= EXERCISE OBJECTIVE =
Reproduce the data that follows in its entirety, character for character.

Collection entries:
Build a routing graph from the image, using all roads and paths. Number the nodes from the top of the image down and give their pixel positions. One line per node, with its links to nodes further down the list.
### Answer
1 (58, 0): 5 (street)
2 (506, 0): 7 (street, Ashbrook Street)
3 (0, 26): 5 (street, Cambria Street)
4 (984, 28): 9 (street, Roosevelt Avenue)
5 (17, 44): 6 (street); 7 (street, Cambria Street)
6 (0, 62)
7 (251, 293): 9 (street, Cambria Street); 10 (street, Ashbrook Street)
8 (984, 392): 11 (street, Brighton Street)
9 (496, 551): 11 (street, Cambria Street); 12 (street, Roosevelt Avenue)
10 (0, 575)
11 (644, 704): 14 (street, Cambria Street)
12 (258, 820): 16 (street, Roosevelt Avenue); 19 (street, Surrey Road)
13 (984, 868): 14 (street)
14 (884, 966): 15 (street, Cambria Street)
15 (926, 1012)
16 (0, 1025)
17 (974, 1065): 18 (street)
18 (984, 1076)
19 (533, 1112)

= REPLY TO THE EXERCISE =
Build a routing graph from the image, using all roads and paths. Number the nodes from the top of the image down and give their pixel positions. One line per node, with its links to nodes further down the list.
### Answer
1 (58, 0): 5 (street)
2 (506, 0): 7 (street, Ashbrook Street)
3 (0, 26): 5 (street, Cambria Street)
4 (984, 28): 9 (street, Roosevelt Avenue)
5 (17, 44): 6 (street); 7 (street, Cambria Street)
6 (0, 62)
7 (251, 293): 9 (street, Cambria Street); 10 (street, Ashbrook Street)
8 (984, 392): 11 (street, Brighton Street)
9 (496, 551): 11 (street, Cambria Street); 12 (street, Roosevelt Avenue)
10 (0, 575)
11 (644, 704): 14 (street, Cambria Street)
12 (258, 820): 16 (street, Roosevelt Avenue); 19 (street, Surrey Road)
13 (984, 868): 14 (street)
14 (884, 966): 15 (street, Cambria Street)
15 (926, 1012)
16 (0, 1025)
17 (974, 1065): 18 (street)
18 (984, 1076)
19 (533, 1112)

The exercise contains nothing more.